___ MATERIALS PROVIDED

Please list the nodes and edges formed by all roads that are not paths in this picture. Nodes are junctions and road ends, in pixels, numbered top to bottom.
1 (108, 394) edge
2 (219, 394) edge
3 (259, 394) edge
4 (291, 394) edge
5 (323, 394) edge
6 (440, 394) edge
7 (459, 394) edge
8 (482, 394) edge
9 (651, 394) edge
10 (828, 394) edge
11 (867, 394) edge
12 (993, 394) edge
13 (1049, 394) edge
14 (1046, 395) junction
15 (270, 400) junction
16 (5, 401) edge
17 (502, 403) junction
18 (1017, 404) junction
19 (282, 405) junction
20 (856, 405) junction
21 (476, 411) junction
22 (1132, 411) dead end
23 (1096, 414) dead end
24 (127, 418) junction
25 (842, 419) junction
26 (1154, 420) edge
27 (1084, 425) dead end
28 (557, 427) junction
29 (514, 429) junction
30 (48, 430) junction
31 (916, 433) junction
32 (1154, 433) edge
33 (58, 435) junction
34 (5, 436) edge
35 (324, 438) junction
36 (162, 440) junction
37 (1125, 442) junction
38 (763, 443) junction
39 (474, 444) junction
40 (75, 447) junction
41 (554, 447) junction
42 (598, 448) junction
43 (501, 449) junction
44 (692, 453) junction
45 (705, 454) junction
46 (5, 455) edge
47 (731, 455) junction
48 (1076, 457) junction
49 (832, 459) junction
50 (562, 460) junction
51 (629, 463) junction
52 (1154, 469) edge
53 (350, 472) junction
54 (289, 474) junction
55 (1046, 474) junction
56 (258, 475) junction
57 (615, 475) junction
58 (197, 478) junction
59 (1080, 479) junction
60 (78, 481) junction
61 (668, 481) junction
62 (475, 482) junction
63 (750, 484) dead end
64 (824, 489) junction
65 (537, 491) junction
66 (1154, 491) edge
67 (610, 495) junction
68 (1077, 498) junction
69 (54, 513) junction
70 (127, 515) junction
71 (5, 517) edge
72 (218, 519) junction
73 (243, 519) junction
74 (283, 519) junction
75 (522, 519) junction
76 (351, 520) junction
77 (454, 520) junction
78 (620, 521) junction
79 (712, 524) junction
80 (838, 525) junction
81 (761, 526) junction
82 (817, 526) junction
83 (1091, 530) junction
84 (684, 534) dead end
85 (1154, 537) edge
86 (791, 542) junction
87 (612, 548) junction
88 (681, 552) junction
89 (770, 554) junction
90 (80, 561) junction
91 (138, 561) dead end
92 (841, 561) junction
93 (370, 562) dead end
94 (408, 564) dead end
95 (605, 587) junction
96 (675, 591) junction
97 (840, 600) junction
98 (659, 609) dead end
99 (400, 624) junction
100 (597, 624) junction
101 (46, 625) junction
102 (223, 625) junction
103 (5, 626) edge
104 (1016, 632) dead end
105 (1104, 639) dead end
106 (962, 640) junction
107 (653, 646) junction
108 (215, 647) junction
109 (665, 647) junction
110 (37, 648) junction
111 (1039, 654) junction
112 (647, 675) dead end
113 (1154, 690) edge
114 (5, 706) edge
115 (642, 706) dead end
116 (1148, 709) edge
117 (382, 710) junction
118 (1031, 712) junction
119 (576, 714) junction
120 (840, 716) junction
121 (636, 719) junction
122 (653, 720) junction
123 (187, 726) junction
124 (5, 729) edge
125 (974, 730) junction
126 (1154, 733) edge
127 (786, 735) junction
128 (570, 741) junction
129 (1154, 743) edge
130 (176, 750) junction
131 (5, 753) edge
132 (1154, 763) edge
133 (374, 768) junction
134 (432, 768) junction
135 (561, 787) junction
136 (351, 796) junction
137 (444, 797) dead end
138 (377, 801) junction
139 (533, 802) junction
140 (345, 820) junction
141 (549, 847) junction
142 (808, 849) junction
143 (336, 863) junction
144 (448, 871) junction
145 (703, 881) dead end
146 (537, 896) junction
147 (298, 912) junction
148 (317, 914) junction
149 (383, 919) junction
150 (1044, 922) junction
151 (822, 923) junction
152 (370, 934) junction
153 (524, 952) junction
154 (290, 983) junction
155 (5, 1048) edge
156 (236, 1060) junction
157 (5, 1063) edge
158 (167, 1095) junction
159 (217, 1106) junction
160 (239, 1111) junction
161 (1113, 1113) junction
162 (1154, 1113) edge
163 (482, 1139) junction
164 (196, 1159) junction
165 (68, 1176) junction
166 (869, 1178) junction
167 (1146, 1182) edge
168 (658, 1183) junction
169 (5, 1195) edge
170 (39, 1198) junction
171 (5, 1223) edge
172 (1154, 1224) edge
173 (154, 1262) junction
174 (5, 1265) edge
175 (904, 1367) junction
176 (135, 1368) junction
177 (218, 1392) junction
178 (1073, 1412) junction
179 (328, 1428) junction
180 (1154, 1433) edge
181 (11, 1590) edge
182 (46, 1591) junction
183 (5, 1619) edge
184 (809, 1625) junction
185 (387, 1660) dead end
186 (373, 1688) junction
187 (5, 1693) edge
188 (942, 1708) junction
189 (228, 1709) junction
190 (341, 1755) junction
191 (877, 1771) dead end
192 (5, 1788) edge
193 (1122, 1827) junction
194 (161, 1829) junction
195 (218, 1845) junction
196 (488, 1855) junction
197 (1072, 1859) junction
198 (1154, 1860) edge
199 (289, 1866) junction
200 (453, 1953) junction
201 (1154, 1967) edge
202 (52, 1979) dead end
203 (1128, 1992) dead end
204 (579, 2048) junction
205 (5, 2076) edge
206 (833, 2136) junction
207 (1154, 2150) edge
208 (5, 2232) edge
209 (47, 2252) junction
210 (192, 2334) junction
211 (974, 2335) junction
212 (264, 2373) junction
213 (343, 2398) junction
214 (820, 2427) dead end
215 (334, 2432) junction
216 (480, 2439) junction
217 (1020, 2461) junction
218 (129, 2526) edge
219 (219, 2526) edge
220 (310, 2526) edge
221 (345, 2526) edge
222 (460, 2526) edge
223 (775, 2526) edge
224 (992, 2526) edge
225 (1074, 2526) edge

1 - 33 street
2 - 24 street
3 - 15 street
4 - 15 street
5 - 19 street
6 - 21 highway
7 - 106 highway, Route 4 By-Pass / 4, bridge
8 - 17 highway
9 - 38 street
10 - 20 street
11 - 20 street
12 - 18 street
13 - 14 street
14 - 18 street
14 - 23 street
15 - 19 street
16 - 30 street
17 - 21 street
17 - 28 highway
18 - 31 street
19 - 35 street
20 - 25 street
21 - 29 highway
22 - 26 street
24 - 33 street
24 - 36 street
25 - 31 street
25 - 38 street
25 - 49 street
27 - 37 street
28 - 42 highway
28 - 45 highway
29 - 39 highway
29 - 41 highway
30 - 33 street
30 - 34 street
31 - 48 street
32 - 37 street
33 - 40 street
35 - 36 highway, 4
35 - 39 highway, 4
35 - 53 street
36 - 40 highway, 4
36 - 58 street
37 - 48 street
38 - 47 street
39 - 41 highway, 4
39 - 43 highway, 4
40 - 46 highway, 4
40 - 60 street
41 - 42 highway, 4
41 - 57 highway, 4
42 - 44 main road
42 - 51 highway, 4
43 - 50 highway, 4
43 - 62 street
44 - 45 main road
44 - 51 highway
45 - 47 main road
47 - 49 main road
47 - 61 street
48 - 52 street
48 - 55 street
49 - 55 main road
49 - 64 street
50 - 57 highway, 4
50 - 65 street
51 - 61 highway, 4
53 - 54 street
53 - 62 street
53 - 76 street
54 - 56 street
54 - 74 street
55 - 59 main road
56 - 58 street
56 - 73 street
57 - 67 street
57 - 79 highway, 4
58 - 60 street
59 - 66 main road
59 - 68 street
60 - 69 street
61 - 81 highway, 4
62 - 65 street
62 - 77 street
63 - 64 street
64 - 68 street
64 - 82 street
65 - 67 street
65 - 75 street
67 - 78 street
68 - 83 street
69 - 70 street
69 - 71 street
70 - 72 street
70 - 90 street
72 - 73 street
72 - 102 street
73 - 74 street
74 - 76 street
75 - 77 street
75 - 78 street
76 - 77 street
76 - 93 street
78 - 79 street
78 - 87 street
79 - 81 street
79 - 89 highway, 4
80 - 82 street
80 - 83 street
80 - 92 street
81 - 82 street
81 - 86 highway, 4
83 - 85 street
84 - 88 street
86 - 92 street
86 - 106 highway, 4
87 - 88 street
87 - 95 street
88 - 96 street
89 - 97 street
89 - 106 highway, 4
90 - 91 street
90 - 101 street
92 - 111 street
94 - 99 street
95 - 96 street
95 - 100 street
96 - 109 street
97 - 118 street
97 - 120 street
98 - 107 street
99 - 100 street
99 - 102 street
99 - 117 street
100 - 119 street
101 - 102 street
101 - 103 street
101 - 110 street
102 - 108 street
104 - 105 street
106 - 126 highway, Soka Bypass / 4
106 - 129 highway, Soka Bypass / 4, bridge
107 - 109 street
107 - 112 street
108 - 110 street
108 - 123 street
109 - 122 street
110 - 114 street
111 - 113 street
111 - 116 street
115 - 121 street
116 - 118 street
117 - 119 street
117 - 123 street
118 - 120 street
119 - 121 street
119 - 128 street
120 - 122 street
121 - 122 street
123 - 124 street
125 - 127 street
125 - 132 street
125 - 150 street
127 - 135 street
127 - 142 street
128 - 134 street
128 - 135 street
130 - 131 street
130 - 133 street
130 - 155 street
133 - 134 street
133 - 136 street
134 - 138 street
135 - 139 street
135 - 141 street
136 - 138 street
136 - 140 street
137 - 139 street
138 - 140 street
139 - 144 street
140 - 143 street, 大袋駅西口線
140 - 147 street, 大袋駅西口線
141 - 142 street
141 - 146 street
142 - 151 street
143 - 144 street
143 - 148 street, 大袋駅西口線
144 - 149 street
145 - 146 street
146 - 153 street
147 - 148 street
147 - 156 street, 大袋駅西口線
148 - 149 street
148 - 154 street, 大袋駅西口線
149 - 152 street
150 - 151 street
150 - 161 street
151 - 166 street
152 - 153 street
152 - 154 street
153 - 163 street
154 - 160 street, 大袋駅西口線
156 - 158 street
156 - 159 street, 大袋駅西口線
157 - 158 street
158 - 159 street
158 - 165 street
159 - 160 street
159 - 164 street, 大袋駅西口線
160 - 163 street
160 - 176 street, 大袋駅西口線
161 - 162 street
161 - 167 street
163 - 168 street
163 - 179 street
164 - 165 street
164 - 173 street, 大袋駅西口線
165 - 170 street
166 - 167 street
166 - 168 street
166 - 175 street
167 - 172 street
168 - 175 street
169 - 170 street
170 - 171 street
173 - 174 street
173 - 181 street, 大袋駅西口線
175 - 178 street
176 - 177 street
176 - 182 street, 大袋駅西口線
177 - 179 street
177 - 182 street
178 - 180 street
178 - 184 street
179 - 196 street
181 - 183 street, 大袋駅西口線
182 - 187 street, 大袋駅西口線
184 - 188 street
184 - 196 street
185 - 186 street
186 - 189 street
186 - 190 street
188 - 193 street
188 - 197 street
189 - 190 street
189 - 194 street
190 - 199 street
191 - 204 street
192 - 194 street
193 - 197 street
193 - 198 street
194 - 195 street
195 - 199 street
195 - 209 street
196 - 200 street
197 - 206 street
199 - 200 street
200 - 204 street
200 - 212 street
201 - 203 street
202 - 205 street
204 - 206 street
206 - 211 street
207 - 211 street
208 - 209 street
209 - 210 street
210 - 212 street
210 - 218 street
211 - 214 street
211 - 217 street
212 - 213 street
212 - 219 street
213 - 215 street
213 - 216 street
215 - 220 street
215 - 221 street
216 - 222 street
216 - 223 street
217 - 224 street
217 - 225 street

______

-- DIRECTIONS --
Check each line of the data for "Bypass". Copy the lines where it turns up.

-- WRITTEN RESPONSE --
106 - 126 highway, Soka Bypass / 4
106 - 129 highway, Soka Bypass / 4, bridge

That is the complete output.